Ours is a lopsided relationship. Denny and Linda help us way more than we help them. They also feed our cats. And Denny is our informal security guard. He notices cars that don’t belong. He catches trespassers and dead-end trash dumpers. When the garbage truck kept skipping our recycling stop up atop the hill, Denny let us put our bins down there on the main road by his mailbox. Once when I cleared a batch of steel posts from our garden by inadvertently peeling them out of the ground with our rear-mounted tractor tiller, Denny cut the twisted rebar out of the tiller tines with his cutting torch, chuckling the whole while. He also laughed that time I had to get him to come up to tow my minivan after I got it stuck in the woods while ferrying supplies to a deer blind.
I was at work in my office above the garage when my wife called. “I think you better come down here and check on Denny,” she said. “His four-wheeler is parked oddly at the side of the road but I don’t see him and he doesn’t answer when I call.” Denny’s got a spot half-way up our hill where he backs his trailer to the edge of an embankment and dumps limbs and leaves and lawn clippings. When I got there his four-wheeler was at right angles to the road, backed so far off it his trailer was half-dangling over the edge. With trepidation I eased up to the four-wheeler and peeked over. As a first responder I’ve gone looking for people in these situations before, and more than once have found a body. Peeking around for that sort of thing is kinda like blowing up a balloon, not knowing when it will pop. I called Denny’s name a couple of times. No answer.

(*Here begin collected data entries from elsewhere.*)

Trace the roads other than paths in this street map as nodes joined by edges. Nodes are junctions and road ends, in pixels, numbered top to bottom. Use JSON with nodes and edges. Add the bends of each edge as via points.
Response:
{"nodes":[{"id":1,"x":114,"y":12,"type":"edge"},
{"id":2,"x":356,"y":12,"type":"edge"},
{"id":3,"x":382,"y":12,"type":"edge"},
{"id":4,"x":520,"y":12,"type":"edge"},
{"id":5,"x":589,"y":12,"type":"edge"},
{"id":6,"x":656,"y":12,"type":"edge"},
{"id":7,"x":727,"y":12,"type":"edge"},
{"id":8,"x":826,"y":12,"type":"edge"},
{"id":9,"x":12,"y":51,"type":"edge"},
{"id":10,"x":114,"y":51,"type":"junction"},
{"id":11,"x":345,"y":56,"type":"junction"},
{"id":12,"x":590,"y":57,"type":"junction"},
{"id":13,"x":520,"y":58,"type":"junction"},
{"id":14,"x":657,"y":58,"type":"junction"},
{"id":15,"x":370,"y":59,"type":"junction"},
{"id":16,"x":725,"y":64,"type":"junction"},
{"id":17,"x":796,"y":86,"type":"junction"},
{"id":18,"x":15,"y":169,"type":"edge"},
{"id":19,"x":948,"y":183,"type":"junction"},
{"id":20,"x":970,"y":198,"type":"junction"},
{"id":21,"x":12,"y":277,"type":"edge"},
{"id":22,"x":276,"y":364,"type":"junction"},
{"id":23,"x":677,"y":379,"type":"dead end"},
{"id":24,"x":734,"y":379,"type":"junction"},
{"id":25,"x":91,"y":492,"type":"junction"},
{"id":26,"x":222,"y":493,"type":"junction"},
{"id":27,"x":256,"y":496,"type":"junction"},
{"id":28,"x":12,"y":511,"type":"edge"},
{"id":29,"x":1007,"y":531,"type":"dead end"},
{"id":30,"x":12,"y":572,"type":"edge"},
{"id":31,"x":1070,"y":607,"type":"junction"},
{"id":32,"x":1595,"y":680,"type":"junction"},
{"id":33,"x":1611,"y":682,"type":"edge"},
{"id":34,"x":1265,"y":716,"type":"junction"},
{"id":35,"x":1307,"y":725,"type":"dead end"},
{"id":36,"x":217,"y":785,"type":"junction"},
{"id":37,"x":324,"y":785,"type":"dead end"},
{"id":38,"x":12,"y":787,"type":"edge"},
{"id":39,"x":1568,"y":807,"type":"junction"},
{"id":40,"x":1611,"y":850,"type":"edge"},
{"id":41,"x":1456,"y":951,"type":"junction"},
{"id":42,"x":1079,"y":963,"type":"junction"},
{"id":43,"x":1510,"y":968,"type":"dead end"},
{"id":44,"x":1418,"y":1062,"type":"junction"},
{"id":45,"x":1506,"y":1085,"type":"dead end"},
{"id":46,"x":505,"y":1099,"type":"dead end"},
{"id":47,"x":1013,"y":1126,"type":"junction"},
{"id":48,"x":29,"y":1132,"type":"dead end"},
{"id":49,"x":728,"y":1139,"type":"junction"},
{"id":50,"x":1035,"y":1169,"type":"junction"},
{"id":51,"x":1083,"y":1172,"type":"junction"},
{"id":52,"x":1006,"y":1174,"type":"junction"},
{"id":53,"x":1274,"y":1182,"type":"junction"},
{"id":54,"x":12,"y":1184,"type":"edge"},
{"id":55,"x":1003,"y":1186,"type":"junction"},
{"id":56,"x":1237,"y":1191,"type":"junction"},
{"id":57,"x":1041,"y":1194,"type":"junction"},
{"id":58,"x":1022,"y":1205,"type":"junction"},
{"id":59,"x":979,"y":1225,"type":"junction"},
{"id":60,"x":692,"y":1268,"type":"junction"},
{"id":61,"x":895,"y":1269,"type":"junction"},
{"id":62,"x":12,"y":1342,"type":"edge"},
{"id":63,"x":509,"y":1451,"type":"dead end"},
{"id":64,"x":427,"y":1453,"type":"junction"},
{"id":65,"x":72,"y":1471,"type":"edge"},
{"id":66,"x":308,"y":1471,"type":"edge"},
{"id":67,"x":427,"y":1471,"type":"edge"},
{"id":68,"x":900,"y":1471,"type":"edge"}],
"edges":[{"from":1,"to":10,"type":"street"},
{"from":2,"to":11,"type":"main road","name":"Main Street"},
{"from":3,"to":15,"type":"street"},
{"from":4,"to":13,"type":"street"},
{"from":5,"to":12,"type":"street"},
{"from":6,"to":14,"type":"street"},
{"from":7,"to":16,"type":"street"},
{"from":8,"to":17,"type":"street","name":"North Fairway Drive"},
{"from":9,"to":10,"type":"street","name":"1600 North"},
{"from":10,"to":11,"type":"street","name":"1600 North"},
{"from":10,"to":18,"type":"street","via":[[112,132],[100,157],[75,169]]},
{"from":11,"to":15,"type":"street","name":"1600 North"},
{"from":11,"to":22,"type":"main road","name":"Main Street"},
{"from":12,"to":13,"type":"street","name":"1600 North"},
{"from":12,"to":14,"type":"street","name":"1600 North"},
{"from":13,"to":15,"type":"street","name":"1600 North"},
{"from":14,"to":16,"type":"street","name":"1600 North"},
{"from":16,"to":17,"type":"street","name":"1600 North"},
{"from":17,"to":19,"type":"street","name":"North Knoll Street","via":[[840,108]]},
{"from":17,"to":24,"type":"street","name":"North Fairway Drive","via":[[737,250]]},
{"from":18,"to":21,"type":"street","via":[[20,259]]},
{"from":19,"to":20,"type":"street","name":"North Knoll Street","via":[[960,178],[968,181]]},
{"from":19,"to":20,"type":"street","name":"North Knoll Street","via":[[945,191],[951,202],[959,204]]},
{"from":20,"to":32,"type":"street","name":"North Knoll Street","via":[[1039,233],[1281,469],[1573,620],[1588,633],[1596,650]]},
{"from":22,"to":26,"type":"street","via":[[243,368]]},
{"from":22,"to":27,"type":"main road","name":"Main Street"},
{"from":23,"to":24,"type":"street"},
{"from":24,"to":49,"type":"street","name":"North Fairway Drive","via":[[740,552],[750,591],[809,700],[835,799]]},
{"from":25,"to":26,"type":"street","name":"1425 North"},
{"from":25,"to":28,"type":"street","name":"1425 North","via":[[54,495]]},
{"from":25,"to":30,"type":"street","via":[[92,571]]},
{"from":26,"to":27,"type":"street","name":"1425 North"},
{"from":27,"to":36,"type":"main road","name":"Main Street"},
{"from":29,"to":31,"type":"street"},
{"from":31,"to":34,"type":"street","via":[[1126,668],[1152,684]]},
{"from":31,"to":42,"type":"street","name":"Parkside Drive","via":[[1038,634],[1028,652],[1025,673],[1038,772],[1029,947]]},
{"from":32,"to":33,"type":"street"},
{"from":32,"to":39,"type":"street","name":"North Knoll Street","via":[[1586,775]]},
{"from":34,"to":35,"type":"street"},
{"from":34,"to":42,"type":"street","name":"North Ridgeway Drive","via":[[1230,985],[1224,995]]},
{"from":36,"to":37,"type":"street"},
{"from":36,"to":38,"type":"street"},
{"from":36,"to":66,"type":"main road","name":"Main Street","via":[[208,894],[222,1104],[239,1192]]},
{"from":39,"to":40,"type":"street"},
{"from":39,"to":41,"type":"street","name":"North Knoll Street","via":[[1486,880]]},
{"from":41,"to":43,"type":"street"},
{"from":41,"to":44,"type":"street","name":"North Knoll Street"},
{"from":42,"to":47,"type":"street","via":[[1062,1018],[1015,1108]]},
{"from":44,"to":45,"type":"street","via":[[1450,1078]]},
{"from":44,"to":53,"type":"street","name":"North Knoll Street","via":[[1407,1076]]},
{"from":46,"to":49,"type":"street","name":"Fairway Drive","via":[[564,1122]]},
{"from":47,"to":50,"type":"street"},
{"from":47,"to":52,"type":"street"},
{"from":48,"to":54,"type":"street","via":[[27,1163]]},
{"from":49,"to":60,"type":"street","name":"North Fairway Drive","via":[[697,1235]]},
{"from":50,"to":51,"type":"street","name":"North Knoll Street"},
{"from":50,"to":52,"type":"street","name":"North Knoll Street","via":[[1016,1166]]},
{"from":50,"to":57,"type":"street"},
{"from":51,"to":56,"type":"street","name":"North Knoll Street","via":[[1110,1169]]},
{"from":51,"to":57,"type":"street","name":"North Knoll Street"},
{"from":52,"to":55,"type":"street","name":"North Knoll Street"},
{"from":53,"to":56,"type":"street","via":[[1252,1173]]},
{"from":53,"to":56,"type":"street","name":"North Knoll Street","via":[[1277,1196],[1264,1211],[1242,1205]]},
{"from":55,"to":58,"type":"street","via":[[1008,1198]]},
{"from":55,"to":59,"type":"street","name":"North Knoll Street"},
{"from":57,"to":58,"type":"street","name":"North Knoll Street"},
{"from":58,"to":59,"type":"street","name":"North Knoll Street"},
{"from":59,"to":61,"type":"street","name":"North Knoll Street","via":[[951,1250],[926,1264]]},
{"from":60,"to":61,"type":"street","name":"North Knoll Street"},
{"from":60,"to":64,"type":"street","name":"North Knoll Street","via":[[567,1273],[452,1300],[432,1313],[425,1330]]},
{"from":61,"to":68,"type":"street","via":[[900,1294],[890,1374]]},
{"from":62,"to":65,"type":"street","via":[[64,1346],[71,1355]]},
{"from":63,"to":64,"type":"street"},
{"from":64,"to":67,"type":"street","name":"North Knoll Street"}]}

I drove down the hill and hung a right into Denny’s place. He came out of his shop, grinning shamefacedly and shaking his head. “I told Linda if I didn’t get that thing outta there, someone would come huntin’ me!” he said. He explained that he had somehow jammed the shift lever of the four-wheeler so it would only go in reverse, and in trying to rock it loose he just kept backing up until he was trapped with the hind end hanging over the drop-off. Just to keep things square, I laughed at him.
But in truth I was deeply relieved. Denny and I aren’t buddies. Our families don’t hang out or party or socialize together. We mostly just honk and wave. But he and Linda are always there if we need something. The loveliness of this sort of neighborliness is even sweeter because it doesn’t depend on much else beyond garden-variety civility. After I helped Denny tow the four-wheeler back down the hill and into his shop we went our separate ways for the rest of the day, but as I settled back into my work up the hill it was good to know he was OK down there. A neighbor, neighborly as need be.